Bariatric Surgery Found to Reduce Future Health Care Costs
(HealthDay News) — Gastric bypass surgery may save health care dollars down the road, a new study suggests. The findings were scheduled to be presented at ObesityWeek 2015, a meeting hosted by the American Society for Metabolic and Bariatric Surgery and The Obesity Society and held from Nov. 2 to 6 in Los Angeles.
For the study, the researchers compared 823 obese people who had laparoscopic gastric bypass surgery with 786 obese people who did not have weight-loss surgery.
The investigators found that in each of the four years after surgery, the patients' health care costs decreased by 12, 28, 37, and 35 percent, respectively.
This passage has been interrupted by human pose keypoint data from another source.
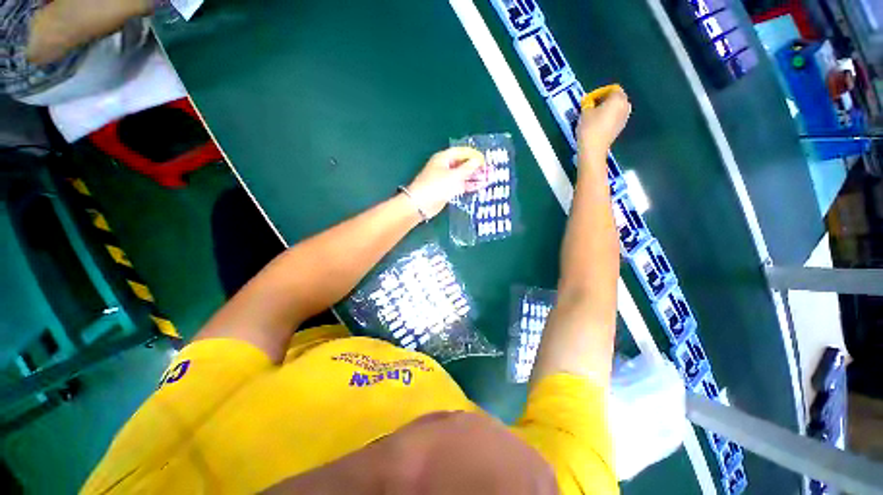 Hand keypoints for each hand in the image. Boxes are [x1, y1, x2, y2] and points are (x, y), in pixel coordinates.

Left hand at [405, 147, 485, 218]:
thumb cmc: (436, 186)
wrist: (421, 204)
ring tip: (488, 179)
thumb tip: (477, 160)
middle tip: (489, 170)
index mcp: (443, 158)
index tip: (485, 159)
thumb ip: (467, 168)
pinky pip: (460, 185)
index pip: (461, 152)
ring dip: (474, 177)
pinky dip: (469, 185)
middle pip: (462, 164)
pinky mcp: (447, 190)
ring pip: (462, 175)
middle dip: (475, 167)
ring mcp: (446, 179)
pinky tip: (479, 187)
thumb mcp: (454, 176)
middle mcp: (445, 166)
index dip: (473, 154)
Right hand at [577, 87, 631, 161]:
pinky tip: (598, 124)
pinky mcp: (620, 127)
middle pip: (616, 97)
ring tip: (594, 115)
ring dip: (606, 109)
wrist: (593, 149)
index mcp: (618, 99)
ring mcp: (624, 117)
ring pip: (616, 107)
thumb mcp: (585, 112)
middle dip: (604, 100)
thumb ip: (587, 103)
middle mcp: (625, 106)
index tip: (589, 100)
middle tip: (591, 106)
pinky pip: (615, 117)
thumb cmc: (589, 128)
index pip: (611, 89)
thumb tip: (587, 100)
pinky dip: (608, 117)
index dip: (599, 92) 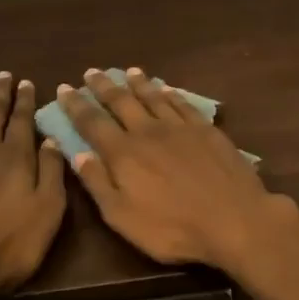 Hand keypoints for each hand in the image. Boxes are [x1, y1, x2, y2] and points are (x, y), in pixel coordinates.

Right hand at [55, 68, 289, 270]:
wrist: (234, 219)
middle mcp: (149, 132)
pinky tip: (167, 89)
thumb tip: (77, 154)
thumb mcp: (123, 217)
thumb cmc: (173, 228)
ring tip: (128, 71)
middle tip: (92, 72)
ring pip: (153, 97)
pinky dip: (171, 94)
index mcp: (123, 154)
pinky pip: (183, 104)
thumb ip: (98, 184)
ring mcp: (180, 128)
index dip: (76, 105)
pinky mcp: (207, 130)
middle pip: (121, 102)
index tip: (64, 89)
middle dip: (103, 86)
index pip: (92, 123)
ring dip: (138, 83) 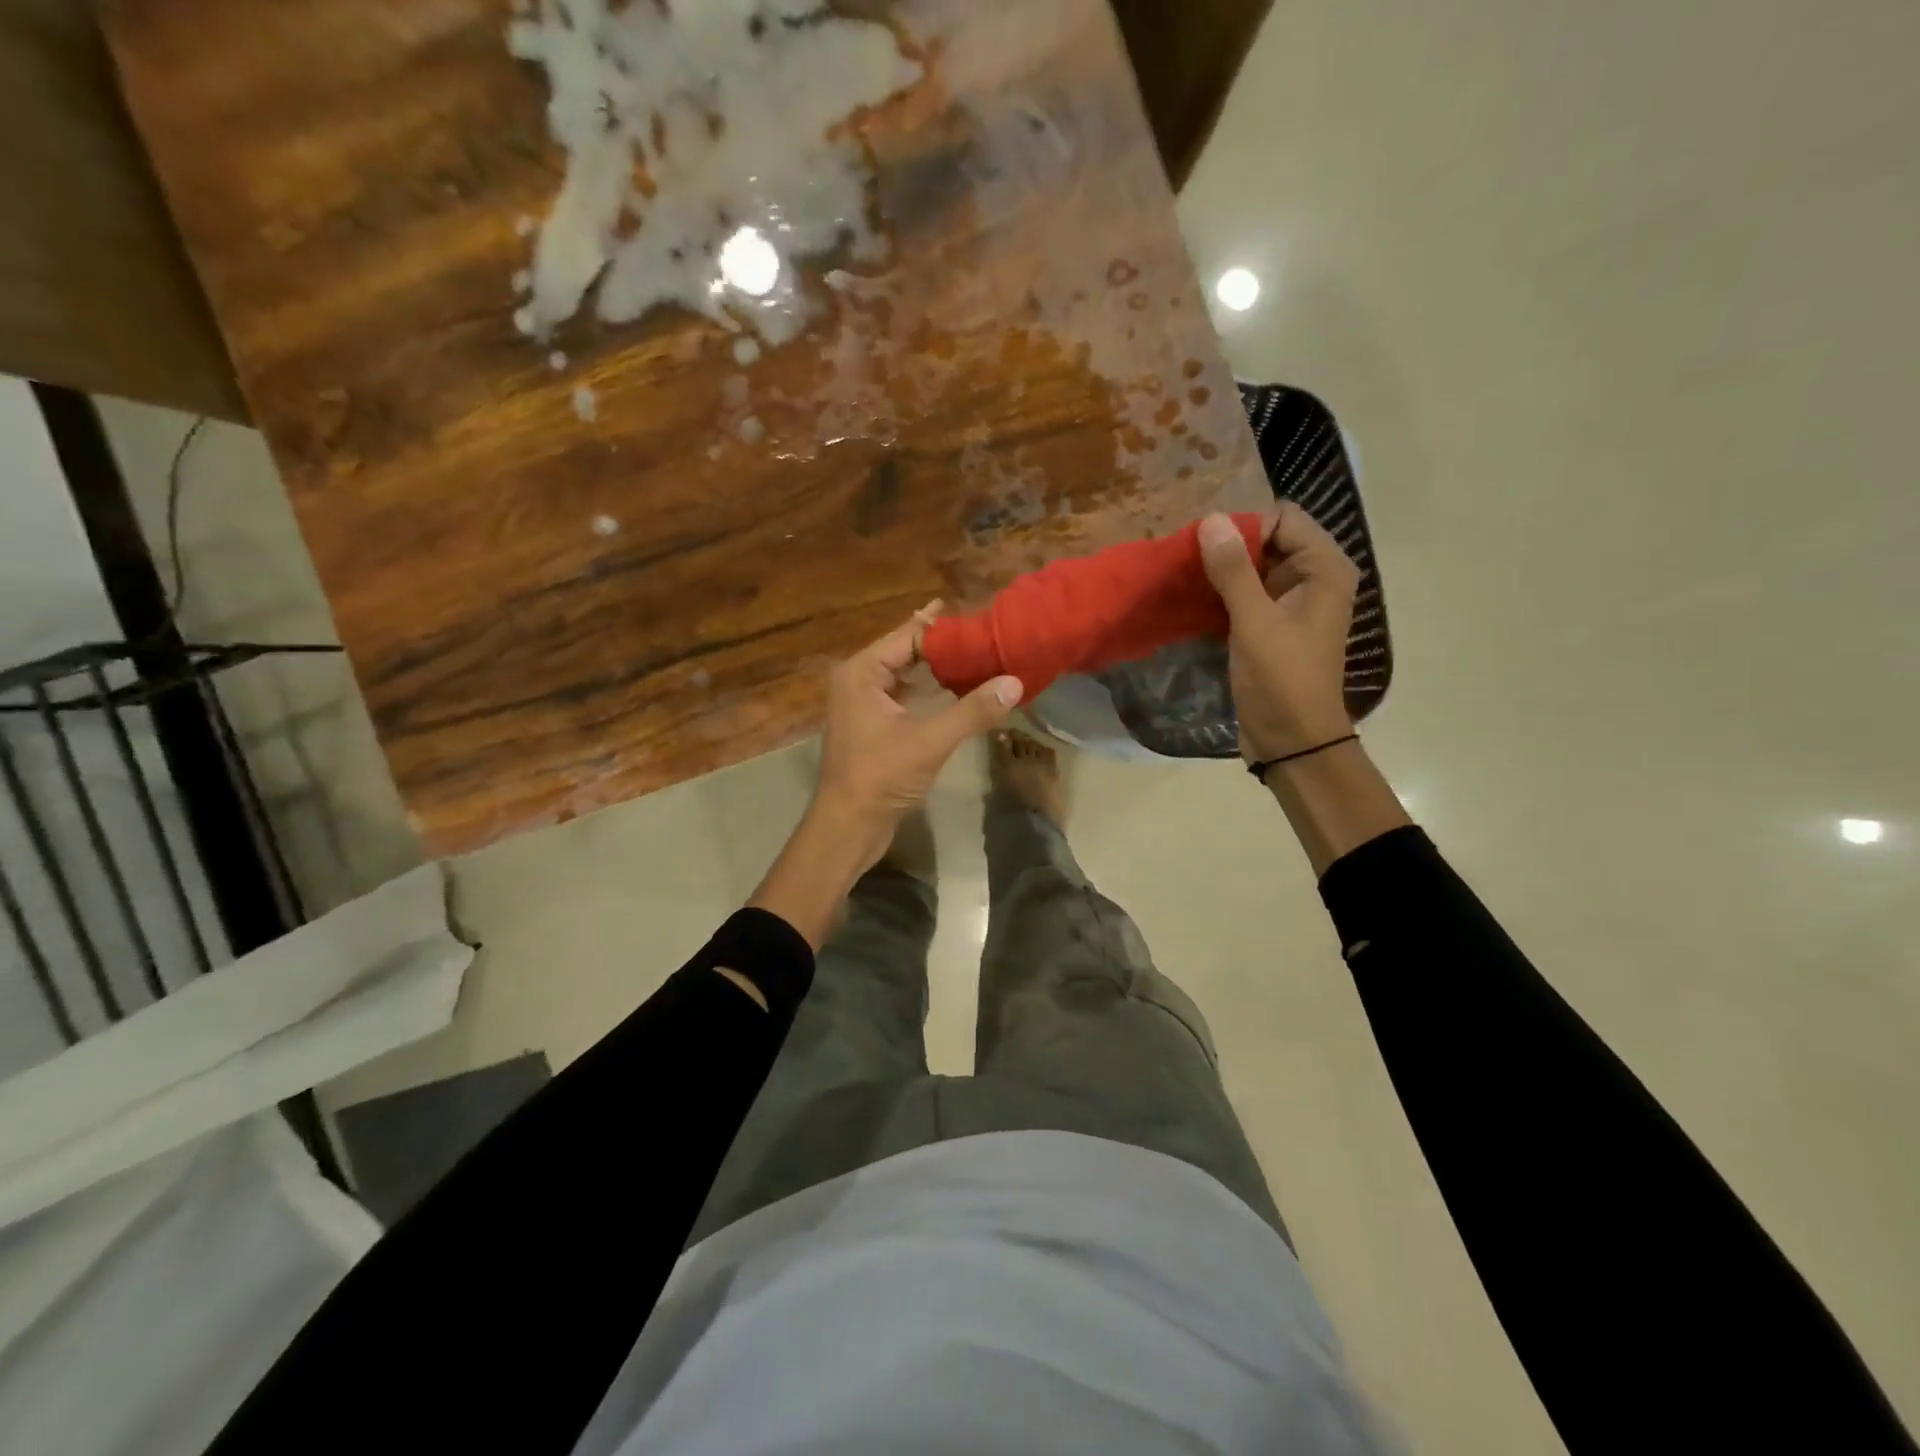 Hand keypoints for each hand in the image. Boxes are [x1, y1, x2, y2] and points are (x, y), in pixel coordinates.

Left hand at [812, 601, 1023, 853]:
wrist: (847, 827)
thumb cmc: (880, 778)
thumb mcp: (929, 742)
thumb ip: (972, 711)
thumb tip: (1015, 682)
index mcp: (861, 673)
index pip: (908, 636)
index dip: (944, 628)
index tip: (980, 618)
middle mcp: (858, 681)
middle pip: (905, 651)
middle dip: (942, 644)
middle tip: (984, 634)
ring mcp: (863, 704)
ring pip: (906, 675)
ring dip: (937, 668)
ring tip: (977, 656)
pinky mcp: (873, 726)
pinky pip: (904, 696)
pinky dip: (929, 691)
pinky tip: (957, 690)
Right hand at [1198, 505, 1359, 762]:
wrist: (1292, 740)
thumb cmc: (1282, 679)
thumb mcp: (1255, 622)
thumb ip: (1233, 570)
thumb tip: (1211, 520)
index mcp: (1324, 569)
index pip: (1284, 518)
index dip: (1245, 522)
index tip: (1203, 539)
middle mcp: (1312, 578)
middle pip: (1267, 539)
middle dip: (1227, 543)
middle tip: (1183, 552)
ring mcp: (1290, 603)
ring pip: (1251, 567)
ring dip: (1219, 569)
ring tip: (1180, 570)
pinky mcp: (1269, 625)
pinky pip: (1243, 593)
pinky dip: (1219, 592)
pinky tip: (1189, 595) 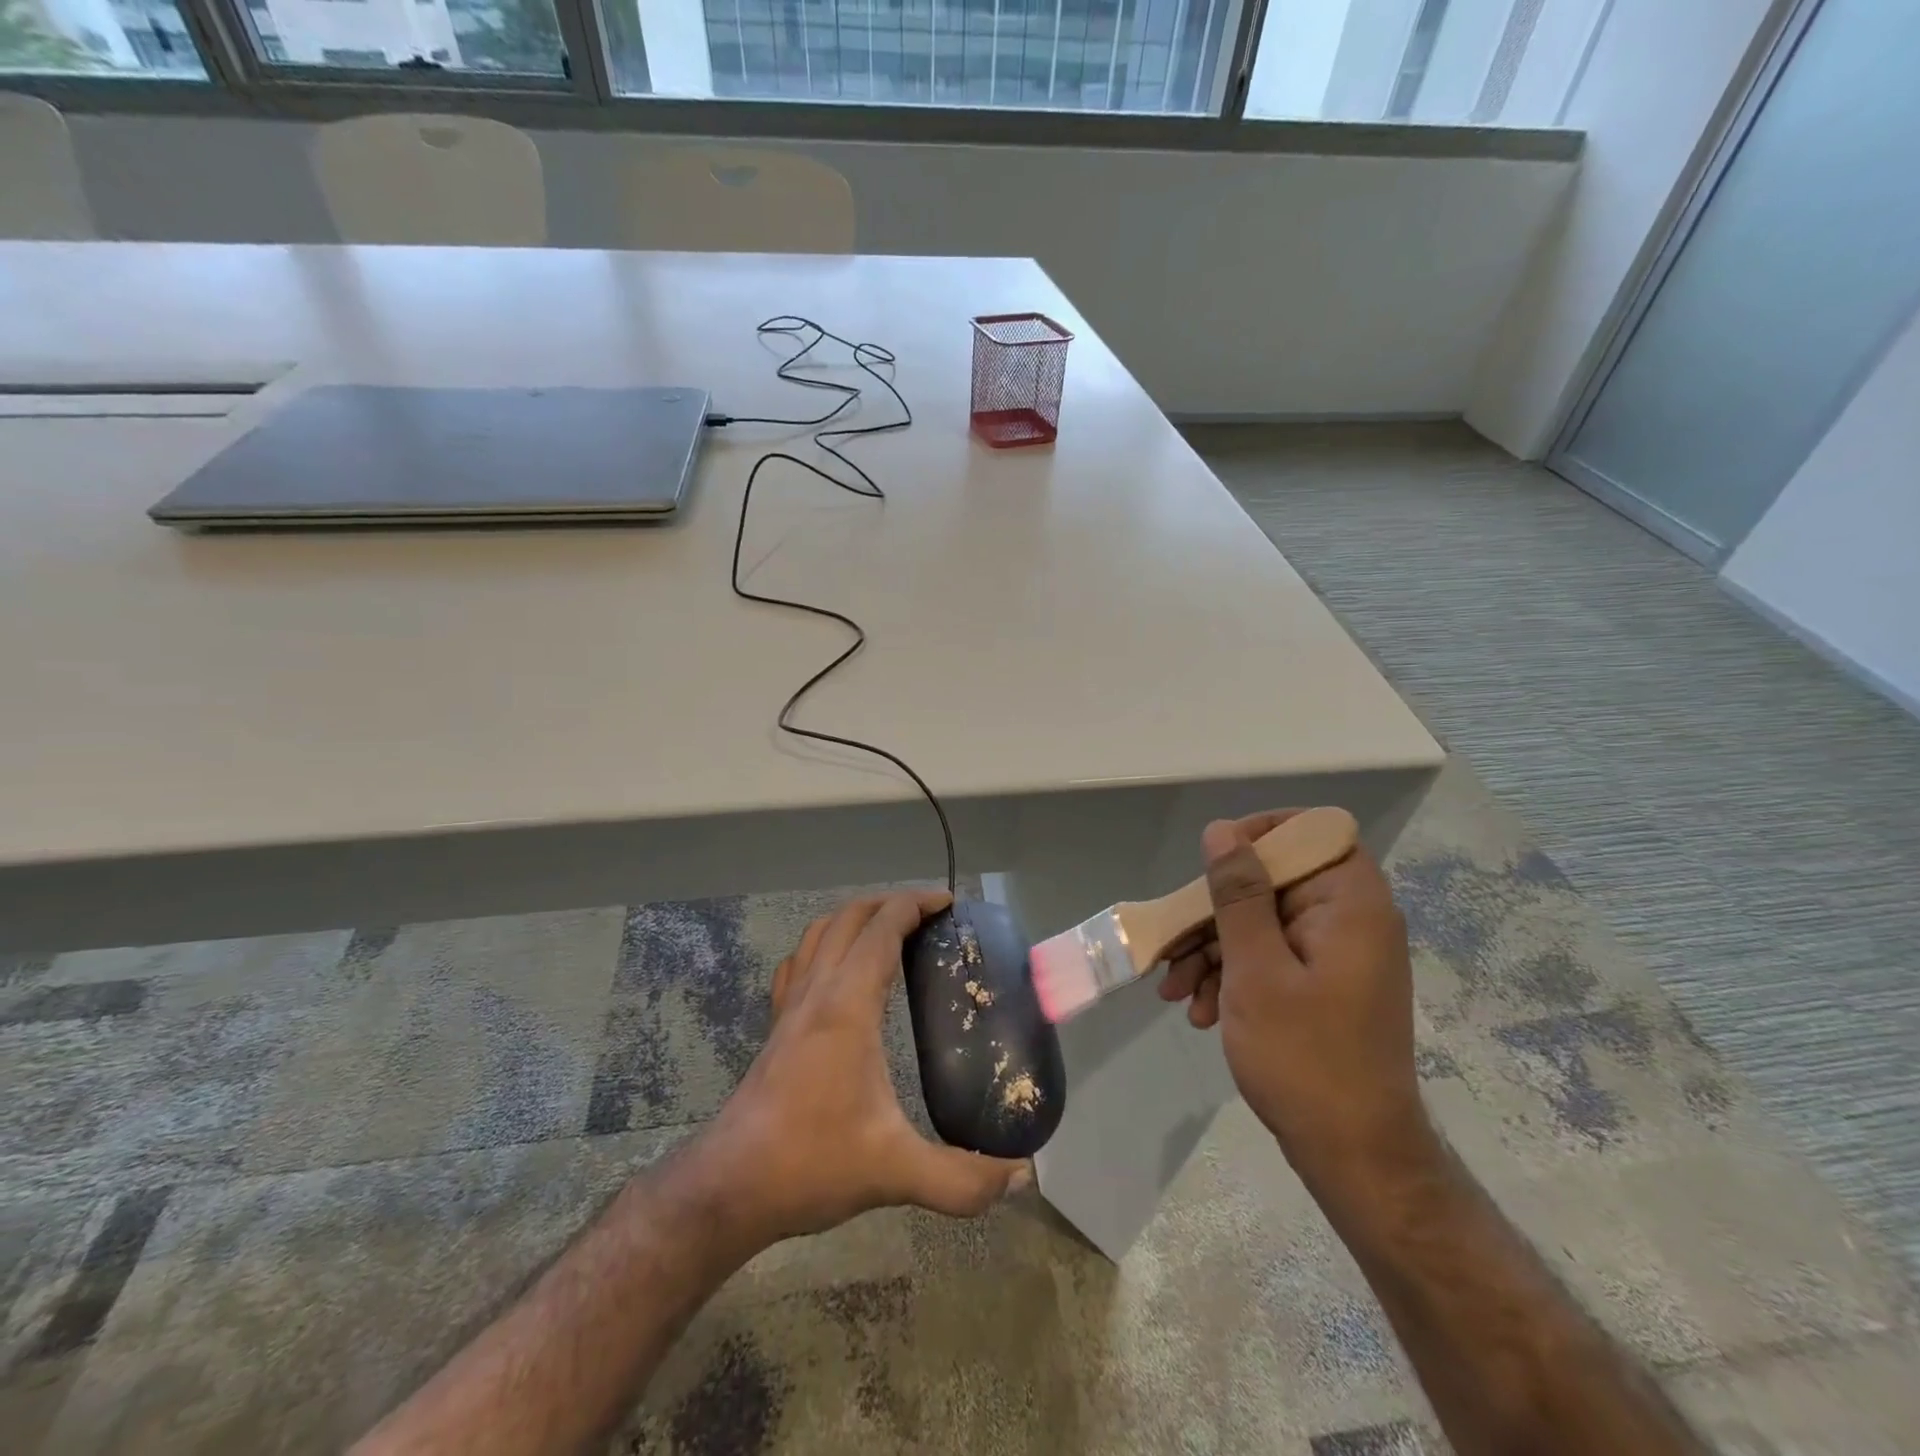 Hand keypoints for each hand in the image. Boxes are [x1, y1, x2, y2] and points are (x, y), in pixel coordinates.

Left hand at [694, 891, 1027, 1247]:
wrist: (730, 1186)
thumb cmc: (811, 1163)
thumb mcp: (895, 1172)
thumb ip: (962, 1180)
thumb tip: (1021, 1177)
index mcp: (847, 1005)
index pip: (882, 929)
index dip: (915, 905)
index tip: (948, 903)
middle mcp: (816, 991)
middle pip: (850, 918)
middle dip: (890, 903)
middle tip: (928, 915)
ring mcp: (790, 1006)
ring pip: (819, 933)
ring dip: (856, 918)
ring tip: (889, 931)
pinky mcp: (775, 1025)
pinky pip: (799, 962)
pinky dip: (824, 945)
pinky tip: (837, 970)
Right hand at [1160, 812, 1433, 1193]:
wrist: (1354, 1157)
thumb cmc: (1305, 1057)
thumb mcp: (1256, 969)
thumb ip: (1238, 894)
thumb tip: (1222, 830)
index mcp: (1350, 904)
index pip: (1312, 831)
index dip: (1261, 834)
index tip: (1214, 863)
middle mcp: (1349, 919)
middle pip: (1273, 882)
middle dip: (1215, 913)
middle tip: (1171, 944)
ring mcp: (1335, 955)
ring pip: (1262, 922)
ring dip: (1212, 950)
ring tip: (1175, 991)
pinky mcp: (1321, 986)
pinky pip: (1269, 957)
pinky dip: (1231, 976)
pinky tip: (1197, 1010) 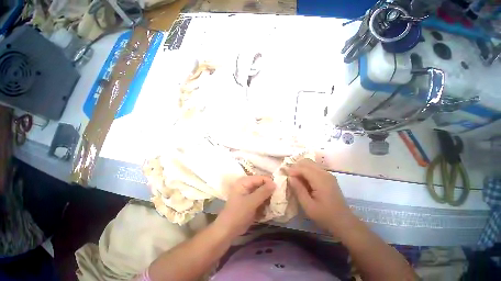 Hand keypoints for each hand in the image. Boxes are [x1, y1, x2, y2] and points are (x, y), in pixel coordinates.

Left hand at [216, 176, 274, 237]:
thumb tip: (275, 183)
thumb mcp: (251, 202)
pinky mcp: (251, 201)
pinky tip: (269, 209)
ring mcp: (249, 194)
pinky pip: (261, 199)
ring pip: (262, 192)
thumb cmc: (238, 214)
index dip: (270, 183)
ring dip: (268, 198)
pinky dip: (265, 203)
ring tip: (274, 204)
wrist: (228, 230)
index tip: (279, 190)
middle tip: (278, 198)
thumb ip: (263, 192)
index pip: (260, 178)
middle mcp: (247, 185)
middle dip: (270, 191)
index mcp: (244, 182)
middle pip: (262, 184)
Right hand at [288, 159, 353, 231]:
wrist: (344, 222)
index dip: (292, 170)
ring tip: (294, 177)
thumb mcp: (308, 206)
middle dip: (296, 166)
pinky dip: (306, 170)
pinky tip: (303, 179)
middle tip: (288, 175)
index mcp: (320, 180)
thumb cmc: (325, 216)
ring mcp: (328, 174)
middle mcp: (325, 173)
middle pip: (307, 162)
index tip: (284, 175)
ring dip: (300, 167)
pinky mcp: (328, 177)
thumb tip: (289, 177)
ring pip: (310, 163)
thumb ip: (298, 190)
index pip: (303, 168)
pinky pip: (314, 168) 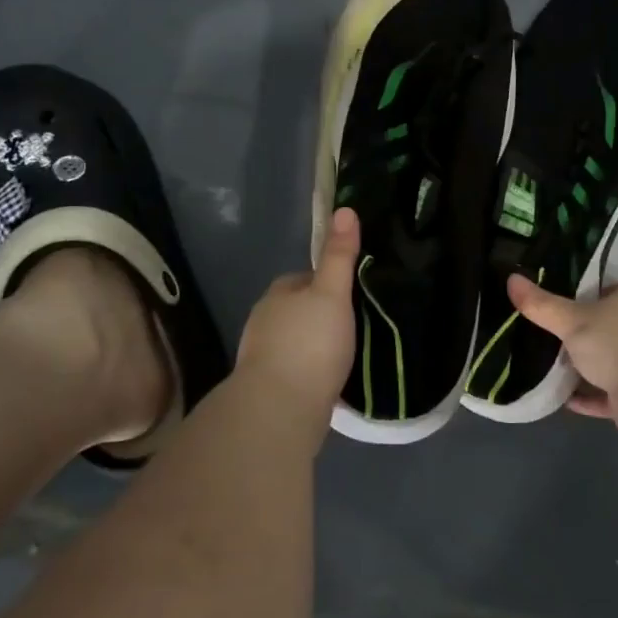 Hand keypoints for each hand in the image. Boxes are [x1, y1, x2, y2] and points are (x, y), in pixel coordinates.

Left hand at [237, 208, 359, 417]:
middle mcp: (263, 321)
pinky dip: (310, 371)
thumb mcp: (332, 293)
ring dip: (315, 346)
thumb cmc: (310, 343)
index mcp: (277, 294)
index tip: (352, 294)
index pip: (304, 278)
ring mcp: (262, 356)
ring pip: (295, 341)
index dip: (328, 283)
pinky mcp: (268, 387)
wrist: (279, 409)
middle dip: (320, 316)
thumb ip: (339, 255)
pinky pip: (295, 370)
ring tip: (346, 354)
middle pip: (298, 310)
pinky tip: (330, 380)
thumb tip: (345, 209)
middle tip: (355, 326)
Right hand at [506, 276, 617, 436]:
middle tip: (545, 336)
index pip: (603, 289)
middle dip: (580, 335)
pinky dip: (587, 396)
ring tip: (548, 367)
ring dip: (584, 368)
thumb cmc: (615, 341)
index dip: (580, 295)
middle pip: (605, 326)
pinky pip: (607, 393)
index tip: (553, 303)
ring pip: (607, 361)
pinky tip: (563, 398)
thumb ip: (541, 304)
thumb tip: (510, 278)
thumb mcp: (571, 319)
There were even larger reductions in health care costs for those who had type 2 diabetes: 23, 49, 61, and 69 percent, respectively. Health care costs for those who had gastric bypass surgery were $7,592 less per patient over four years than for those who did not have the surgery.
And, the authors added, among patients with diabetes, health care costs for those who had gastric bypass surgery were $22,609 less per patient over four years than for those who did not have the surgery, a savings of 78 percent. In addition, the researchers found that about 70 percent of patients with diabetes also saw a remission of their disease after surgery. The average cost of the gastric bypass surgery in the study was $25,238, according to the report.